[REQUIREMENT] Among the records that follow, find each line holding the word "Terrace" and copy it.

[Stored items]
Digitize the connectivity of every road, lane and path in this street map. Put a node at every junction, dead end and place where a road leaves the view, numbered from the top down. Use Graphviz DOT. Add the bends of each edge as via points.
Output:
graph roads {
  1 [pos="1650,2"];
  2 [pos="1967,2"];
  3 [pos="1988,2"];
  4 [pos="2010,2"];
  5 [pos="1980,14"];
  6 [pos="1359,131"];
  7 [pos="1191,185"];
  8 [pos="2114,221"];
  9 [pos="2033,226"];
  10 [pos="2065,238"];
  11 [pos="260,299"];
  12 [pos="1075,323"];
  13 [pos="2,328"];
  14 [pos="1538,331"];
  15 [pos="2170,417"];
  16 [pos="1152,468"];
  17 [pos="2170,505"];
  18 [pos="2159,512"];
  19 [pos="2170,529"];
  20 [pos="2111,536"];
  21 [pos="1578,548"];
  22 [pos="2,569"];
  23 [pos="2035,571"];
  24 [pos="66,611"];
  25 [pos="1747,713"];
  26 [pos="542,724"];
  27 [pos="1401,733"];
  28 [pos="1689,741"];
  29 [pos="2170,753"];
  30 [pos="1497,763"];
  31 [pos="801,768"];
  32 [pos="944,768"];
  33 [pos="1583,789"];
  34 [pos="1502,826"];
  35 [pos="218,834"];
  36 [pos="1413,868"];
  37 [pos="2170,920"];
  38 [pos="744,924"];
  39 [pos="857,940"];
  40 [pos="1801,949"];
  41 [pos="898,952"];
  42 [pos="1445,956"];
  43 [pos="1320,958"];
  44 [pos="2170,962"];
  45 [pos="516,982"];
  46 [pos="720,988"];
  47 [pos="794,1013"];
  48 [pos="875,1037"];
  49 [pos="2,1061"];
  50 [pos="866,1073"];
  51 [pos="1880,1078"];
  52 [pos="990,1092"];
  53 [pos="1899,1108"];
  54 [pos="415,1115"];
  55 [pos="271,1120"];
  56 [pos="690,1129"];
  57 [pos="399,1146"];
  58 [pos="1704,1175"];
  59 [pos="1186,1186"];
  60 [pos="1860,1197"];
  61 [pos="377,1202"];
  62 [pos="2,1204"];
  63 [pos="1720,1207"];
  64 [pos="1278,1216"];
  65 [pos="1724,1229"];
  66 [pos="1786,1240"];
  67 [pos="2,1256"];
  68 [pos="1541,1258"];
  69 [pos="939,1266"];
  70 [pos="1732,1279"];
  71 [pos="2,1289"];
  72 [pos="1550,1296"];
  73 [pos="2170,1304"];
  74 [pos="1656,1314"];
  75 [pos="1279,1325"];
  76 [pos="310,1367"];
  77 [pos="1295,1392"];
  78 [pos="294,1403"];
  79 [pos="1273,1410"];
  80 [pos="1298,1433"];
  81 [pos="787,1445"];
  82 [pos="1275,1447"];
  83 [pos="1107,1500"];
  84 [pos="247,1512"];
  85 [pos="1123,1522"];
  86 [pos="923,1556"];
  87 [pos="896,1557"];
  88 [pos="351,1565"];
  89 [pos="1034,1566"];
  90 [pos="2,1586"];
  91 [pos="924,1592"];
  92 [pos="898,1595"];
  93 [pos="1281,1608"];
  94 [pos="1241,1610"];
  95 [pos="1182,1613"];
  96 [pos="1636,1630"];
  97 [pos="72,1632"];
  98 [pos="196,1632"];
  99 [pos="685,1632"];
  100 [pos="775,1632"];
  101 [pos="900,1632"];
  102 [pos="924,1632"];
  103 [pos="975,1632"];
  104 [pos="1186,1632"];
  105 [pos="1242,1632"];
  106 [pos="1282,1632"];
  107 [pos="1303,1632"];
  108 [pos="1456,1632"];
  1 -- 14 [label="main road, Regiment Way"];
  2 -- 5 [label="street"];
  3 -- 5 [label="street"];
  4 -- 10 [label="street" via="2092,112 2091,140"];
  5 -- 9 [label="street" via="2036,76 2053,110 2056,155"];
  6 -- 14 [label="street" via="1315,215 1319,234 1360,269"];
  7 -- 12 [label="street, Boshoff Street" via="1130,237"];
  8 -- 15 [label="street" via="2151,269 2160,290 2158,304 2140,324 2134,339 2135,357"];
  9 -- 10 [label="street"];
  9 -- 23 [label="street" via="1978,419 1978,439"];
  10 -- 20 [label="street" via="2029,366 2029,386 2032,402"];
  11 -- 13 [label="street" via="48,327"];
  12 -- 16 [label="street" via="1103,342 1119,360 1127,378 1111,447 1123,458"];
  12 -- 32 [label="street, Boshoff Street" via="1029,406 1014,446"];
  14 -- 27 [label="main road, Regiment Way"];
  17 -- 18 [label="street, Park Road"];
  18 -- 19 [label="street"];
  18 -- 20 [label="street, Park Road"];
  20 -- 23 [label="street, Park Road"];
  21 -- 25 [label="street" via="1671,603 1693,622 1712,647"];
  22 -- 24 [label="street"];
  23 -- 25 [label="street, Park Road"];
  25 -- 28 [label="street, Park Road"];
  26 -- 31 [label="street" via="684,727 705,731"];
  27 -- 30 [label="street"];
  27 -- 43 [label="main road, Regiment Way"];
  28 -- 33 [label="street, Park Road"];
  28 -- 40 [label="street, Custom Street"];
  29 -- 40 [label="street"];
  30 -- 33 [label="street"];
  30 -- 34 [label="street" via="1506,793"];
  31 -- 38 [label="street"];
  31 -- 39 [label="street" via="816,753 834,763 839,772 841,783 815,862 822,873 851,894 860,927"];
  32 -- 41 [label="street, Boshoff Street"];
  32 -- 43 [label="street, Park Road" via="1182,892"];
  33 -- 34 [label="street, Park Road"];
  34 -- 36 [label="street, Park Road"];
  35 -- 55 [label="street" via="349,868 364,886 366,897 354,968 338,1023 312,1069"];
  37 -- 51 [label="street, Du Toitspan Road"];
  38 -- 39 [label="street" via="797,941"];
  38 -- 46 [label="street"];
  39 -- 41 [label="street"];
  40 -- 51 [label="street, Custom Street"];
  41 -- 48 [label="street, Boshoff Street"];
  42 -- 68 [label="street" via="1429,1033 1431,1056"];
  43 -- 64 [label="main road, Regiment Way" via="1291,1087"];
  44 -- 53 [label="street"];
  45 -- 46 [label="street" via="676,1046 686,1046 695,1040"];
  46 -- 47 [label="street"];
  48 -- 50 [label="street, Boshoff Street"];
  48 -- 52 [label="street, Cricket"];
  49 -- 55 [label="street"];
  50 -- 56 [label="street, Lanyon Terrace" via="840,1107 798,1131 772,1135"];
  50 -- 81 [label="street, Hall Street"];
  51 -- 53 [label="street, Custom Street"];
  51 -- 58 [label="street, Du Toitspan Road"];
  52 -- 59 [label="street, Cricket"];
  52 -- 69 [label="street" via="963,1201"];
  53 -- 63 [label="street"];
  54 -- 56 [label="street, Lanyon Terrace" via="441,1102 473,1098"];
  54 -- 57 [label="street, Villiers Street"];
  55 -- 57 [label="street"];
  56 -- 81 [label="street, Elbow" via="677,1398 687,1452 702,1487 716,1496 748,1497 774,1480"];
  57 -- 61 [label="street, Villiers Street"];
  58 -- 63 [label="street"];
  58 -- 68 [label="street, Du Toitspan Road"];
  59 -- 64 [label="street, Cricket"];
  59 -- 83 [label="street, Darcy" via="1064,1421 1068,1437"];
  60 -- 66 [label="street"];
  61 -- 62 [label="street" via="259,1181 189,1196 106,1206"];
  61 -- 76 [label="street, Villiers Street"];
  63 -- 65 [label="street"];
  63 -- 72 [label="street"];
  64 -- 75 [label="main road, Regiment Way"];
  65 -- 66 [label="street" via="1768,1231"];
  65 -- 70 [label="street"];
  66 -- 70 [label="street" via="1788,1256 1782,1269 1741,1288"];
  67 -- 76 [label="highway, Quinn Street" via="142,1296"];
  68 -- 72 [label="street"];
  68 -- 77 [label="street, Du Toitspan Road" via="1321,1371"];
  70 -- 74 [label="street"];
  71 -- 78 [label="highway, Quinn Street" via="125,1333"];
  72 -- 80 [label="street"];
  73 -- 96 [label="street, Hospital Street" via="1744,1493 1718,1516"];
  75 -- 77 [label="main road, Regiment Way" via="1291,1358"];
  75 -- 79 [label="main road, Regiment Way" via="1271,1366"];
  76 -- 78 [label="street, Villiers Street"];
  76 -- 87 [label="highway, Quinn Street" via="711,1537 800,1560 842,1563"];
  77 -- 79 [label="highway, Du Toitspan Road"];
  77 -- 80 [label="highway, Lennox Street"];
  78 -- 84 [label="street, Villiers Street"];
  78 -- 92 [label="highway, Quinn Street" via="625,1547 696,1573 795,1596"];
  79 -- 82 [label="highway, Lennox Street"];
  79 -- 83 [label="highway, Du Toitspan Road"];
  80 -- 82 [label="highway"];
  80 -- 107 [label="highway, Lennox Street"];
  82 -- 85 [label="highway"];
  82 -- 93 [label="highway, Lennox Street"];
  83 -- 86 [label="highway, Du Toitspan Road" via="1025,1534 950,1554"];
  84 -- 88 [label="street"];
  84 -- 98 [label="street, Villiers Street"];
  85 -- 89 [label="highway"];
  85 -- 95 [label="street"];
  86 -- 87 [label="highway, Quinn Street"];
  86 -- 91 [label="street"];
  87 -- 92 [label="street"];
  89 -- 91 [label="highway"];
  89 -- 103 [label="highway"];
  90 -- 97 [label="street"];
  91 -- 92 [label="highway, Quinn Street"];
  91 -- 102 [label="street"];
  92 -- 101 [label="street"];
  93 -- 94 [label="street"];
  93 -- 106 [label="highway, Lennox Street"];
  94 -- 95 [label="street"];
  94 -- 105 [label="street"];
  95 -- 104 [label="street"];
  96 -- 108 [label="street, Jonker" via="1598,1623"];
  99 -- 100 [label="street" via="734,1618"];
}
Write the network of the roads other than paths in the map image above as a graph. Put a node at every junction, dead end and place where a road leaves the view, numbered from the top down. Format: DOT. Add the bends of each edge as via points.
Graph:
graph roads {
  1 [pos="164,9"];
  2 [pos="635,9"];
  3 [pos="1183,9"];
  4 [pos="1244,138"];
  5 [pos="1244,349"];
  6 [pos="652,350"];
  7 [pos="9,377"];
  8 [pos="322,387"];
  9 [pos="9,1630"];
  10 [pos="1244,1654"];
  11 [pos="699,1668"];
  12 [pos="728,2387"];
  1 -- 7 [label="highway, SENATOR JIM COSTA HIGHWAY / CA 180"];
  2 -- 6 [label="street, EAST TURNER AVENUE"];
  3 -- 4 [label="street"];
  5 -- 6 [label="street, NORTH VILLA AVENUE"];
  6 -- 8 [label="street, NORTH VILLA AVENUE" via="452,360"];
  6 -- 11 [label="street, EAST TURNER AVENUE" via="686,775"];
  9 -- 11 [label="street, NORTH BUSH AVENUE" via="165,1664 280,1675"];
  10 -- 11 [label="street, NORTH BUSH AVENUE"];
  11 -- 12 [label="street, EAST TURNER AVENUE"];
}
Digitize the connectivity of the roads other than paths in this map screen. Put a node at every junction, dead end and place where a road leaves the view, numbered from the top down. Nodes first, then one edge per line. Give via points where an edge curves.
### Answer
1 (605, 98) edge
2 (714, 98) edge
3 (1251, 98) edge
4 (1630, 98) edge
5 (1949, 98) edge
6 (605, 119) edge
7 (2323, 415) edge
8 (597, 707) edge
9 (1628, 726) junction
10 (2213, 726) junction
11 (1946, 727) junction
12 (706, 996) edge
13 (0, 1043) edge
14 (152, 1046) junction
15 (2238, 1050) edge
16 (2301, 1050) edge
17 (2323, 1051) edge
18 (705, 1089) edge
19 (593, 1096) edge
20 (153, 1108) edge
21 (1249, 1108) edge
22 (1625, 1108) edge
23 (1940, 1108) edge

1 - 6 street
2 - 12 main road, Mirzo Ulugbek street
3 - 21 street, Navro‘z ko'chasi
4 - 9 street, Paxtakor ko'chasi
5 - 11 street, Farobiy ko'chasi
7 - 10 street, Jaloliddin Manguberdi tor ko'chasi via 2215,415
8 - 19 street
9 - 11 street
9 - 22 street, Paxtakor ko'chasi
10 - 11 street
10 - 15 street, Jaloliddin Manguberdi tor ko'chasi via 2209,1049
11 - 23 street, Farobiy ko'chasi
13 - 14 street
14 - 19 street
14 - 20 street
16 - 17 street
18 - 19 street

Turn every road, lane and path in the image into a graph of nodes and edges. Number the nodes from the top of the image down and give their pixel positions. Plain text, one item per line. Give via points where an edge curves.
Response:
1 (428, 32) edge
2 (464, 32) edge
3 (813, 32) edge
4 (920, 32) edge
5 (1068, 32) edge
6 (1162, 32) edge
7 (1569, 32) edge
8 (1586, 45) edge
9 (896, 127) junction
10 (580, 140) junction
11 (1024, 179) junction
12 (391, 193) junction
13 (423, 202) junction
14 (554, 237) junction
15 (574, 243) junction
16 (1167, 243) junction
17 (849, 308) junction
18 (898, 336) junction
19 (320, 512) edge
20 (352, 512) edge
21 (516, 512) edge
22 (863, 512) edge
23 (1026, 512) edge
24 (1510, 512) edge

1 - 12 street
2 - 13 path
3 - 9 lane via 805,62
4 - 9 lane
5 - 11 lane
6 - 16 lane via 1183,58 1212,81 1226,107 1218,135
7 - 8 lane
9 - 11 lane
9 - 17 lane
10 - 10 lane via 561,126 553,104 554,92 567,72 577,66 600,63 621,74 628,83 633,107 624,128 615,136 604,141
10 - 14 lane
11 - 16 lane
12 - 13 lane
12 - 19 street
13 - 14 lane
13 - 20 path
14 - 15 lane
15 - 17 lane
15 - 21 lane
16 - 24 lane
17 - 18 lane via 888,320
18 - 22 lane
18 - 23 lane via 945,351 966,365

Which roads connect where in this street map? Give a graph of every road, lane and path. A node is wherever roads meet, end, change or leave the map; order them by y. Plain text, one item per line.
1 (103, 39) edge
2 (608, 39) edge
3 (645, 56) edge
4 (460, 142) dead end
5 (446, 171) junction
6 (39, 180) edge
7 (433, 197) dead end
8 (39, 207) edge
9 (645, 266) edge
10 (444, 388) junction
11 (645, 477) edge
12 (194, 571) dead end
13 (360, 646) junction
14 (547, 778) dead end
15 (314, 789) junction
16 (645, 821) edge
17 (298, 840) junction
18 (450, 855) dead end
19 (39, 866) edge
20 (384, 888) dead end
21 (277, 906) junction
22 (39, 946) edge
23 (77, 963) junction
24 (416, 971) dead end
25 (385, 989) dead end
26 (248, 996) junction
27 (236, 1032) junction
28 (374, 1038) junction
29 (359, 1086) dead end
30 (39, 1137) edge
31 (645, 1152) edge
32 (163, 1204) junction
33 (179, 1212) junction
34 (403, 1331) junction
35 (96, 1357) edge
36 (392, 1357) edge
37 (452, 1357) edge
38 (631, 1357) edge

[RESPONSE]
  50 -- 56 [label="street, Lanyon Terrace" via="840,1107 798,1131 772,1135"];
  54 -- 56 [label="street, Lanyon Terrace" via="441,1102 473,1098"];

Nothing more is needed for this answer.